Nevertheless, the great successes achieved by the PRC in socialist construction, directly attributable to the unselfish assistance of the USSR and other fraternal states, continued to act as hindrances to the Maoists in their destructive work in the sphere of Sino-Soviet relations, thus forcing the leadership of the CCP to maneuver.
The political hypocrisy of the Maoists, their subversive attempts to undermine the authority of the CPSU and to prepare the ground for open attacks against the CPSU and the USSR, all were completely exposed during the Moscow Conference of Communist and Workers’ Parties in 1957.
The CCP delegation, headed by Mao Tse-tung, was lavish in flattering and in vowing loyalty to the Soviet Union. This entered into the calculations of the Maoists, who were continuing to solicit from our country increases in economic and military assistance.
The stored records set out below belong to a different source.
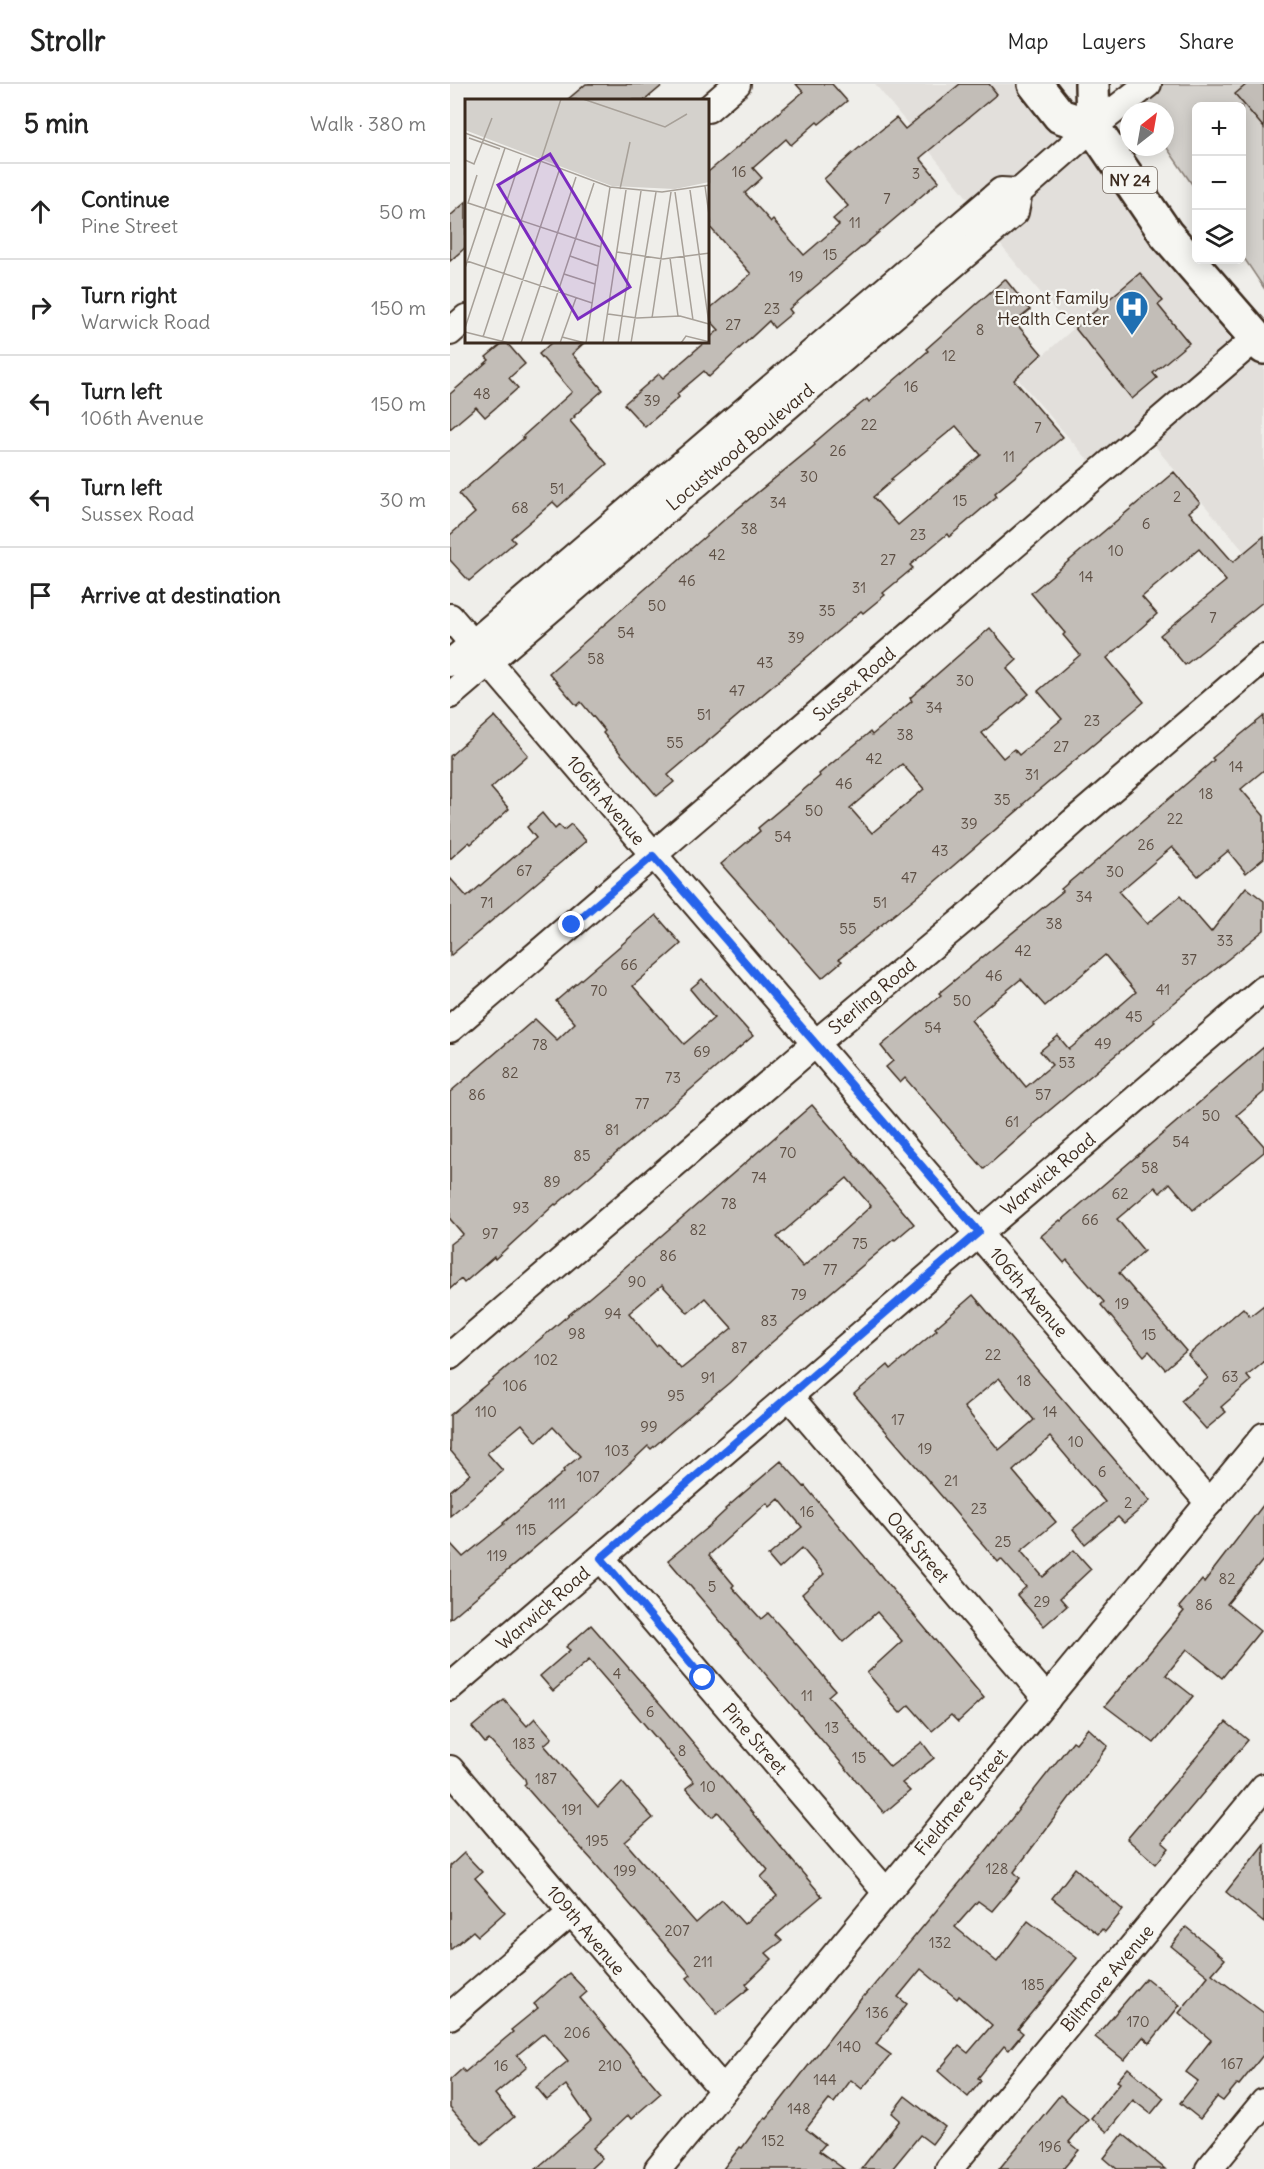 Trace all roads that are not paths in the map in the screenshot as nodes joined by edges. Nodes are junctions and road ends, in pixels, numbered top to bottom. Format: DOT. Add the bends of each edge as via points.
graph roads {
  1 [pos="737,84"];
  2 [pos="1035,84"];
  3 [pos="1092,84"];
  4 [pos="1148,84"];
  5 [pos="710,107"];
  6 [pos="1094,127"];
  7 [pos="465,319"];
  8 [pos="450,332"];
  9 [pos="1260,343"];
  10 [pos="450,616"];
  11 [pos="481,652"];
  12 [pos="1264,658"];
  13 [pos="450,663"];
  14 [pos="450,695"];
  15 [pos="653,856"];
  16 [pos="1264,989"];
  17 [pos="450,1029"];
  18 [pos="816,1042"];
  19 [pos="979,1232"];
  20 [pos="450,1356"];
  21 [pos="789,1396"];
  22 [pos="1264,1436"];
  23 [pos="1209,1503"];
  24 [pos="601,1558"];
  25 [pos="450,1687"];
  26 [pos="1047,1699"];
  27 [pos="450,1769"];
  28 [pos="1264,1787"];
  29 [pos="886,1892"];
  30 [pos="571,1912"];
  31 [pos="450,2016"];
  32 [pos="723,2090"];
  33 [pos="1264,2102"];
  34 [pos="658,2169"];
  35 [pos="950,2169"];
  36 [pos="1209,2169"];
  1 -- 5 [label="street"];
  2 -- 6 [label="main road" via="1059,116"];
  3 -- 6 [label="main road"];
  4 -- 6 [label="street, Locustwood Boulevard"];
  6 -- 9 [label="main road, NY 24" via="1166,234"];
  6 -- 11 [label="street, Locustwood Boulevard" via="1019,192 1001,192 785,392"];
  7 -- 8 [label="street"];
  9 -- 15 [label="street, Sussex Road"];
  10 -- 11 [label="street, 106th Avenue"];
  11 -- 13 [label="street, Locustwood Boulevard"];
  11 -- 14 [label="street, Locustwood Boulevard"];
  11 -- 15 [label="street, 106th Avenue"];
  12 -- 18 [label="street, Sterling Road" via="974,911"];
  15 -- 17 [label="street, Sussex Road"];
  15 -- 18 [label="street, 106th Avenue"];
  16 -- 19 [label="street, Warwick Road"];
  18 -- 19 [label="street, 106th Avenue"];
  18 -- 20 [label="street, Sterling Road"];
  19 -- 21 [label="street, Warwick Road"];
  19 -- 23 [label="street, 106th Avenue"];
  21 -- 24 [label="street, Warwick Road"];
  21 -- 26 [label="street, Oak Street"];
  22 -- 23 [label="street, Fieldmere Street"];
  23 -- 26 [label="street, Fieldmere Street"];
  24 -- 25 [label="street, Warwick Road"];
  24 -- 29 [label="street, Pine Street"];
  26 -- 29 [label="street, Fieldmere Street"];
  27 -- 30 [label="street, 109th Avenue"];
  28 -- 35 [label="street, Biltmore Avenue"];
  29 -- 32 [label="street, Fieldmere Street"];
  30 -- 31 [label="street"];
  30 -- 32 [label="street, 109th Avenue"];
  32 -- 34 [label="street, Fieldmere Street"];
  33 -- 36 [label="street"];
}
Prevalent at this conference, however, was a “second background” of activity on the part of the leaders of the CCP. Ideological “incursions” seeping through this background formed a foundation for subsequent attacks on Marxism and replacement of the latter by Mao’s special views.
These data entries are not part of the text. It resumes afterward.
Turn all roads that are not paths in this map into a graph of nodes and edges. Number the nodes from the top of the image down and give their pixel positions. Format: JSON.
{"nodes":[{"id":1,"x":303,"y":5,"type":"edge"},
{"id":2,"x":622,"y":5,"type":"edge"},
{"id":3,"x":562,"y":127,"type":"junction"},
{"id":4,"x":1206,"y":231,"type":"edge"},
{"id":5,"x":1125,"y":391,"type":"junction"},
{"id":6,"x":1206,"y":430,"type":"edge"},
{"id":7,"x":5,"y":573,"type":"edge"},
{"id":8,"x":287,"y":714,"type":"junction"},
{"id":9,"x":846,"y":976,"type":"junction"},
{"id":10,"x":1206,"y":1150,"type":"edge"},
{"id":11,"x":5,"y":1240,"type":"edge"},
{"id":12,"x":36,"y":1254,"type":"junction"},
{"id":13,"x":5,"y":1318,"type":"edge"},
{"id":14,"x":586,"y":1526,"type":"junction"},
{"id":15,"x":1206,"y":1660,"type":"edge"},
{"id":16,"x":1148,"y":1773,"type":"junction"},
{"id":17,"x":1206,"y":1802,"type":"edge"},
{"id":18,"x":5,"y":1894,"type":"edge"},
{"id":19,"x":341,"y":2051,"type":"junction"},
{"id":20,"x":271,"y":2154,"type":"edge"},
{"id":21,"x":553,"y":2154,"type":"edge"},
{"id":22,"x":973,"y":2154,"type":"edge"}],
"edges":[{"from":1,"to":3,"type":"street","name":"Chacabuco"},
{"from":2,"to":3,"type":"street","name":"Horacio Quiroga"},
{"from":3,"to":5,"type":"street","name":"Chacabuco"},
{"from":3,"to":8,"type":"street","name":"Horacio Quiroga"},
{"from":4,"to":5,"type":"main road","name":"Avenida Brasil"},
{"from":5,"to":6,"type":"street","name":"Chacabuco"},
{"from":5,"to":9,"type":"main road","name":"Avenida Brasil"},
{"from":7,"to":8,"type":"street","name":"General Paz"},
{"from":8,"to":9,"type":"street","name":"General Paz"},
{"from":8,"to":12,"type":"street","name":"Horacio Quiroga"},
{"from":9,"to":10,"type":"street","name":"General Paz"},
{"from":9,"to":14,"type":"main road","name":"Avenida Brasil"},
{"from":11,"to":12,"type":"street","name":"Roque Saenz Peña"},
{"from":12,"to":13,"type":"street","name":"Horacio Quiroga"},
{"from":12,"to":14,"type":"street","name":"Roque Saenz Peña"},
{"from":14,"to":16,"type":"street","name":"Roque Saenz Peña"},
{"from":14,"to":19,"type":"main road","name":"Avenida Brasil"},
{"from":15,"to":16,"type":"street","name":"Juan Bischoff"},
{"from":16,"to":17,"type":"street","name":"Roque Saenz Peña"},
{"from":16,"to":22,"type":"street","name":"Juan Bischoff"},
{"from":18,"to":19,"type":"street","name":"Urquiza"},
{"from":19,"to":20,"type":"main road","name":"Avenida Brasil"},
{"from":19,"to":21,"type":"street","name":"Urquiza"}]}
It is characteristic that the CCP delegation to the conference did not publicize its views, but instead resorted to presenting them in the semi-official “Theses of Opinions on the Question of Peaceful Transition,” which were passed unofficially to one of the Soviet colleagues working with the delegation, after the conference ended. Absolutely false is the Jen Min Jihpao statement that “in 1957, during the Conference of Representatives of Communist and Workers’ Parties, the delegation from the PRC had a pointed discussion with the delegation from the CPSU on the question of the transition from capitalism to socialism,”36 professing that in the Soviet draft of the declaration no mention was made of the possibility of other than a peaceful road for revolution.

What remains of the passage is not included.